▶ WHAT YOU HAVE TO DO
Where in the listing does the word "href" appear? Report each line that holds it.

------

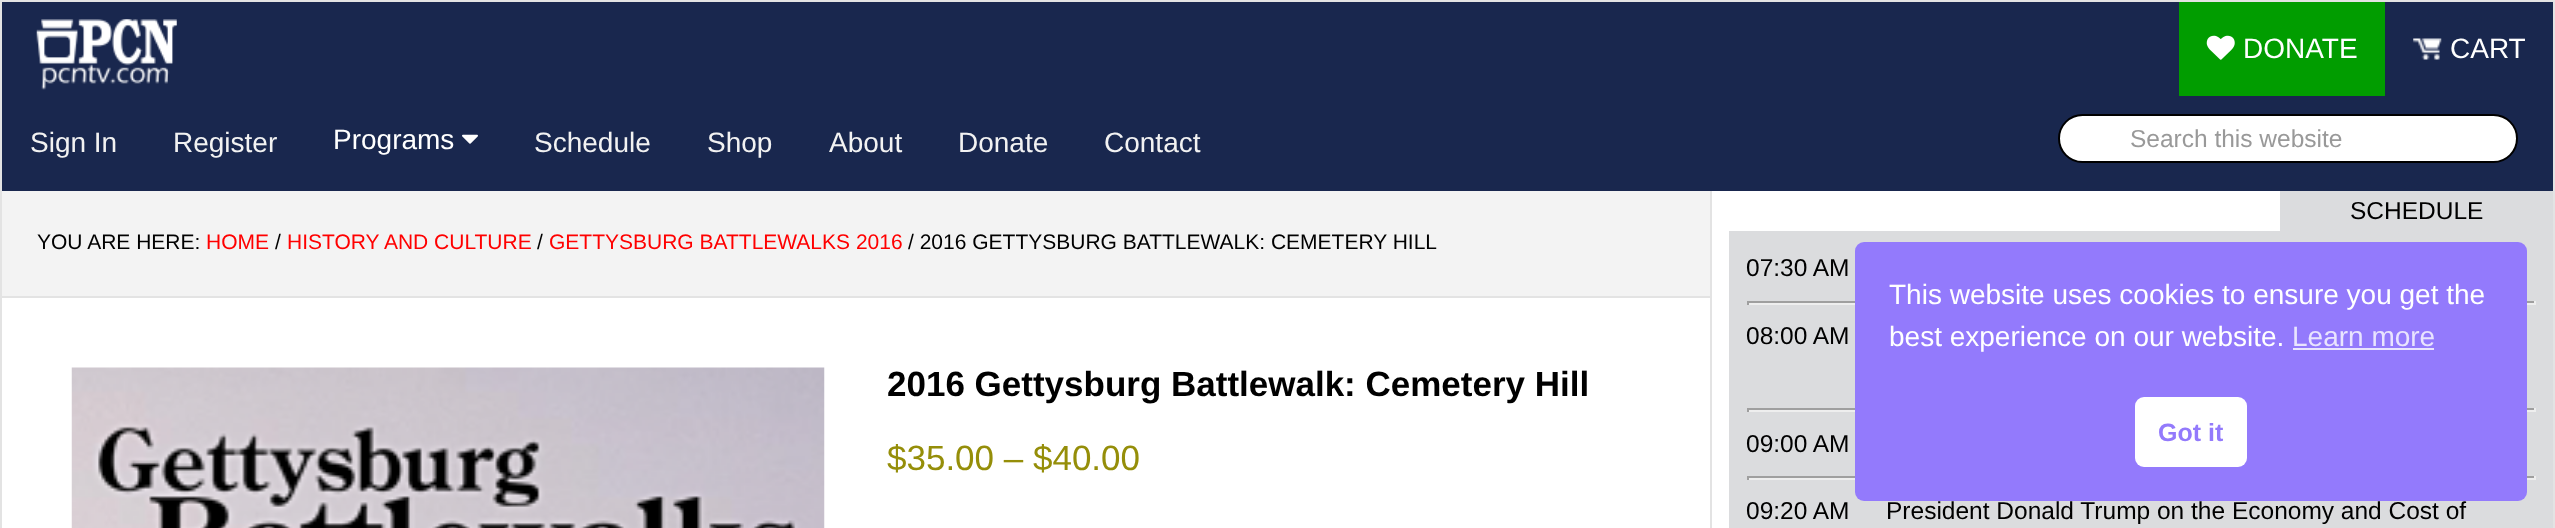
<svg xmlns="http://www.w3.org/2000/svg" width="2555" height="528">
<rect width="100%" height="100%" fill="#fff"/>
<rect x="1" y="1" width="2553" height="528" fill="none" stroke="#e3e3e3" stroke-width="2"/>
<rect x="2" y="2" width="2551" height="189" fill="#19274e"/>
<image x="36" y="19" width="141" height="71" href="media/1.png"/>
<rect x="2179" y="2" width="206" height="94" fill="#019d00"/>
<image x="2206" y="35" width="29" height="25" href="media/2.png"/>
<text x="2243" y="58" style="font-family:Liberation Sans;font-size:28px;fill:#fff">DONATE</text>
<image x="2413" y="38" width="29" height="22" href="media/3.png"/>
<text x="2450" y="58" style="font-family:Liberation Sans;font-size:28px;fill:#fff">CART</text>
<text x="30" y="152" style="font-family:Liberation Sans;font-size:28px;fill:#f2f2f2">Sign In</text>
<text x="173" y="152" style="font-family:Liberation Sans;font-size:28px;fill:#f2f2f2">Register</text>
<text x="333" y="149" style="font-family:Liberation Sans;font-size:28px;fill:#fff">Programs</text>
<image x="462" y="134" width="16" height="10" href="media/4.png"/>
<text x="534" y="152" style="font-family:Liberation Sans;font-size:28px;fill:#f2f2f2">Schedule</text>
<text x="707" y="152" style="font-family:Liberation Sans;font-size:28px;fill:#f2f2f2">Shop</text>
<text x="829" y="152" style="font-family:Liberation Sans;font-size:28px;fill:#f2f2f2">About</text>
<text x="958" y="152" style="font-family:Liberation Sans;font-size:28px;fill:#f2f2f2">Donate</text>
<text x="1104" y="152" style="font-family:Liberation Sans;font-size:28px;fill:#f2f2f2">Contact</text>
<rect x="2059" y="115" width="458" height="47" rx="23.5" fill="#fff" stroke="#000" stroke-width="2"/>
<text x="2130" y="147" style="font-family:Liberation Sans;font-size:24.5px;fill:#999">Search this website</text>
<rect x="1710" y="191" width="2" height="337" fill="#e3e3e3"/>
<rect x="2" y="191" width="1708" height="105" fill="#f3f3f3"/>
<rect x="2" y="296" width="1708" height="2" fill="#e3e3e3"/>
<text x="37" y="249" style="font-family:Liberation Sans;font-size:21px;fill:#000">YOU ARE HERE:</text>
<text x="206" y="249" style="font-family:Liberation Sans;font-size:21px;fill:#f00">HOME</text>
<text x="275" y="249" style="font-family:Liberation Sans;font-size:21px;fill:#000">/</text>
<text x="287" y="249" style="font-family:Liberation Sans;font-size:21px;fill:#f00">HISTORY AND CULTURE</text>
<text x="537" y="249" style="font-family:Liberation Sans;font-size:21px;fill:#000">/</text>
<text x="549" y="249" style="font-family:Liberation Sans;font-size:21px;fill:#f00">GETTYSBURG BATTLEWALKS 2016</text>
<text x="908" y="249" style="font-family:Liberation Sans;font-size:21px;fill:#000">/ 2016 GETTYSBURG BATTLEWALK: CEMETERY HILL</text>
<image x="71" y="367" width="754" height="161" href="media/5.png"/>
<text x="887" y="396" style="font-family:Liberation Sans;font-size:35px;font-weight:bold;fill:#000">2016 Gettysburg Battlewalk: Cemetery Hill</text>
<text x="887" y="470" style="font-family:Liberation Sans;font-size:35px;fill:#958e09">$35.00 – $40.00</text>
<rect x="2280" y="191" width="273" height="40" fill="#dbdcde"/>
<text x="2350" y="219" style="font-family:Liberation Sans;font-size:24.5px;fill:#000">SCHEDULE</text>
<rect x="1729" y="231" width="824" height="297" fill="#dbdcde"/>
<text x="1746" y="276" style="font-family:Liberation Sans;font-size:24.5px;fill:#000">07:30 AM</text>
<rect x="1747" y="301" width="789" height="2" fill="#9f9f9f"/>
<rect x="2534" y="301" width="2" height="4" fill="#eee"/>
<rect x="1747" y="303" width="789" height="2" fill="#eee"/>
<rect x="1747" y="301" width="2" height="4" fill="#9f9f9f"/>
<text x="1746" y="344" style="font-family:Liberation Sans;font-size:24.5px;fill:#000">08:00 AM</text>
<rect x="1747" y="408" width="789" height="2" fill="#9f9f9f"/>
<rect x="2534" y="408" width="2" height="4" fill="#eee"/>
<rect x="1747" y="410" width="789" height="2" fill="#eee"/>
<rect x="1747" y="408" width="2" height="4" fill="#9f9f9f"/>
<text x="1746" y="452" style="font-family:Liberation Sans;font-size:24.5px;fill:#000">09:00 AM</text>
<rect x="1747" y="476" width="789" height="2" fill="#9f9f9f"/>
<rect x="2534" y="476" width="2" height="4" fill="#eee"/>
<rect x="1747" y="478" width="789" height="2" fill="#eee"/>
<rect x="1747" y="476" width="2" height="4" fill="#9f9f9f"/>
<text x="1746" y="519" style="font-family:Liberation Sans;font-size:24.5px;fill:#000">09:20 AM</text>
<text x="1886" y="519" style="font-family:Liberation Sans;font-size:24.5px;fill:#000">President Donald Trump on the Economy and Cost of</text>
<rect x="1855" y="242" width="672" height="259" rx="9" fill="#937afc"/>
<text x="1889" y="304" style="font-family:Liberation Sans;font-size:28px;fill:#fff">This website uses cookies to ensure you get the</text>
<text x="1889" y="346" style="font-family:Liberation Sans;font-size:28px;fill:#fff">best experience on our website.</text>
<text x="2292" y="346" style="font-family:Liberation Sans;font-size:28px;fill:#e9e4fe">Learn more</text>
<rect x="2293" y="348" width="141" height="2" fill="#e9e4fe"/>
<rect x="2135" y="397" width="112" height="70" rx="9" fill="#fff"/>
<text x="2158" y="441" style="font-family:Liberation Sans;font-size:25px;font-weight:bold;fill:#937afc">Got it</text>
</svg>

------

▶ FINAL ANSWER
<image x="36" y="19" width="141" height="71" href="media/1.png"/>
<image x="2206" y="35" width="29" height="25" href="media/2.png"/>
<image x="2413" y="38" width="29" height="22" href="media/3.png"/>
<image x="462" y="134" width="16" height="10" href="media/4.png"/>
<image x="71" y="367" width="754" height="161" href="media/5.png"/>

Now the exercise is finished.